### ASSIGNED TASK:
The answer is every line of the records that holds the word "controls", copied in full.

DATA PROVIDED section start

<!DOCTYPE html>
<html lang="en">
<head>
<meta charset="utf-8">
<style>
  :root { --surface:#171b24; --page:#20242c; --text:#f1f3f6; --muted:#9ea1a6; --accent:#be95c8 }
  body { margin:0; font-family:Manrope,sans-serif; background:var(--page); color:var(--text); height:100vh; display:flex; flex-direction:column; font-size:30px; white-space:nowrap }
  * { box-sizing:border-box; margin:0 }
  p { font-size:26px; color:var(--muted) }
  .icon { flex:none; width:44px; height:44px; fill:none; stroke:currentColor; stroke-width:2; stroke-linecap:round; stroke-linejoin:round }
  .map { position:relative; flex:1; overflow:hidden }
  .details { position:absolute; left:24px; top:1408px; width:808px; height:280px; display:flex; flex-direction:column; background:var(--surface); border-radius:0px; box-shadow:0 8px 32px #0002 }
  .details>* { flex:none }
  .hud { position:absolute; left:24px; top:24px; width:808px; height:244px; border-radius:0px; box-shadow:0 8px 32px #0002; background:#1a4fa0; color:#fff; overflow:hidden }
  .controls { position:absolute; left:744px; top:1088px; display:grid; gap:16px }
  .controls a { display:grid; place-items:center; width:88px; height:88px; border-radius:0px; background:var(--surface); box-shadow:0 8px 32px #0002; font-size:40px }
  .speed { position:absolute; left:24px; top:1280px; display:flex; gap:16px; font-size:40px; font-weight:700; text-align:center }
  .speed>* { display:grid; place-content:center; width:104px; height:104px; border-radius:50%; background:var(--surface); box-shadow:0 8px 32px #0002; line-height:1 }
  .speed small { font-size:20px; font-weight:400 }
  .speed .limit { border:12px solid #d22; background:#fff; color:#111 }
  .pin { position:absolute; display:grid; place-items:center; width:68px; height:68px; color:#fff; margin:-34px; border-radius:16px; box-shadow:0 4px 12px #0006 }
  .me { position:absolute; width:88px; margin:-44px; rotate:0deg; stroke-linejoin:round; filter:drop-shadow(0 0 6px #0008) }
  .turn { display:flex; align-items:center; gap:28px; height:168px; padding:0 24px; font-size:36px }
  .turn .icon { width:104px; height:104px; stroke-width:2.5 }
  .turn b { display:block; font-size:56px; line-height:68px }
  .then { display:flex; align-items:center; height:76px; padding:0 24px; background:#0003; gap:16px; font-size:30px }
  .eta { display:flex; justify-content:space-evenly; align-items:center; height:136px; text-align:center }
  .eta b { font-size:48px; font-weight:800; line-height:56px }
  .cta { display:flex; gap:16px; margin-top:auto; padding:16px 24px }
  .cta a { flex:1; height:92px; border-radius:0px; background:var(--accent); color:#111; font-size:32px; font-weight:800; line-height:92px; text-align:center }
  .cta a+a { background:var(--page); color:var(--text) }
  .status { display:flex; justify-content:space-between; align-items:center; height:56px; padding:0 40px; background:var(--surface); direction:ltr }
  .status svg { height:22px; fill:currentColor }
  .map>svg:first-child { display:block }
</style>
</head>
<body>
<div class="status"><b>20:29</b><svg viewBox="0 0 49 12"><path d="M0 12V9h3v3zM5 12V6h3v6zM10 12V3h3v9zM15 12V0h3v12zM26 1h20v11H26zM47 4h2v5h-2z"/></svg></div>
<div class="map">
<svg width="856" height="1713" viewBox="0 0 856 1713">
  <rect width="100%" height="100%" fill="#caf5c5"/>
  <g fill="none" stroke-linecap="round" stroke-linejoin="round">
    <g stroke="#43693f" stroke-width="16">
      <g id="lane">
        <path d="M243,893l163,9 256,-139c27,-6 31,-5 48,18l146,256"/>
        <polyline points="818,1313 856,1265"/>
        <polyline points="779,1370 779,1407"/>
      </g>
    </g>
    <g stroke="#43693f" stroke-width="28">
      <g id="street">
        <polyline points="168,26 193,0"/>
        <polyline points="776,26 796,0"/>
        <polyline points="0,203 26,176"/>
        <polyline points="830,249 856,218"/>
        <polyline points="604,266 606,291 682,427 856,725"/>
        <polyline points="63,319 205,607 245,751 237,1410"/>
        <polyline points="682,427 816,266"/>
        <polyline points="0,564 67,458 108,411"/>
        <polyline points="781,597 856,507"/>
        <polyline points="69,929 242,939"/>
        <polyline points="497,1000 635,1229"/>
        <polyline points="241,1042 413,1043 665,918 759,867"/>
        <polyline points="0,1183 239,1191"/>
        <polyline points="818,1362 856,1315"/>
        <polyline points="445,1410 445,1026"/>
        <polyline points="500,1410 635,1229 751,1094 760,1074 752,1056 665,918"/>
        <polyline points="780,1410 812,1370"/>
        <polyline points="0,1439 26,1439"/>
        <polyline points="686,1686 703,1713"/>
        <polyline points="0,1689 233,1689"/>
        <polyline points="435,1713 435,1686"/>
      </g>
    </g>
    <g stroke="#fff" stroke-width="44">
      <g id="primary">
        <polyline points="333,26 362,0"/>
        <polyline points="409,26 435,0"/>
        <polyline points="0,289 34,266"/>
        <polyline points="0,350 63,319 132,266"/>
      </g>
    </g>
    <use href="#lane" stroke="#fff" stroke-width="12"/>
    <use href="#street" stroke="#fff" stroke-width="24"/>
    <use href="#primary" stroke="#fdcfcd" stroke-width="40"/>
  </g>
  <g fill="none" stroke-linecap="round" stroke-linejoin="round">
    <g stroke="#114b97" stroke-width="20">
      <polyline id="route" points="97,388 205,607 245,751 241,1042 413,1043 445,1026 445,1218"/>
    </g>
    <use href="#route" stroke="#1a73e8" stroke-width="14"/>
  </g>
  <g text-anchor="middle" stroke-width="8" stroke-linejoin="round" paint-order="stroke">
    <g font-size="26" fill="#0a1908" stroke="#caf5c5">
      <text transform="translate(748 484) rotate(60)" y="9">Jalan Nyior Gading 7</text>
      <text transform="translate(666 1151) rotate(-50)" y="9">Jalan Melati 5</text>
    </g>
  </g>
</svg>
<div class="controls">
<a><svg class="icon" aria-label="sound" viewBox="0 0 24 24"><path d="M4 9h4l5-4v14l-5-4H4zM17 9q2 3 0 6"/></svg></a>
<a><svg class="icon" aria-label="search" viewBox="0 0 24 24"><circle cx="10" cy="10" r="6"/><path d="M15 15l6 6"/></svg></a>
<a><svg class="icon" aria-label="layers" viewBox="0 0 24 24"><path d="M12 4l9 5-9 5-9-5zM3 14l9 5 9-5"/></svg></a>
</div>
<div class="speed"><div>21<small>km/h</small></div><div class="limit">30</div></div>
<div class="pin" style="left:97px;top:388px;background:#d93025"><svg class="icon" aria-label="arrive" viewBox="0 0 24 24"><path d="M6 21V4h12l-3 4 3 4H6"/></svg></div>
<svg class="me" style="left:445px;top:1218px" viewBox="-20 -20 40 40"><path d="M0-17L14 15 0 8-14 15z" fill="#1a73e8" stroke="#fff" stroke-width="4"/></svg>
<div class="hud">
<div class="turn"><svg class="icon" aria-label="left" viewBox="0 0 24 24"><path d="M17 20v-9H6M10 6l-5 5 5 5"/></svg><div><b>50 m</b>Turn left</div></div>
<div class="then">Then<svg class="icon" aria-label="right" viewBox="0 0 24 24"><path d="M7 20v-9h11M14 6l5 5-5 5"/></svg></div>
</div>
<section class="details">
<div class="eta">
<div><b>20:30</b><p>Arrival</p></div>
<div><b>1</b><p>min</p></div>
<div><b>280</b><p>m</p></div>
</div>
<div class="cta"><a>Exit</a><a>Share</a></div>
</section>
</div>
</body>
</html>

DATA PROVIDED section end

### FINISHED TASK:
  .controls { position:absolute; left:744px; top:1088px; display:grid; gap:16px }
  .controls a { display:grid; place-items:center; width:88px; height:88px; border-radius:0px; background:var(--surface); box-shadow:0 8px 32px #0002; font-size:40px }
<div class="controls">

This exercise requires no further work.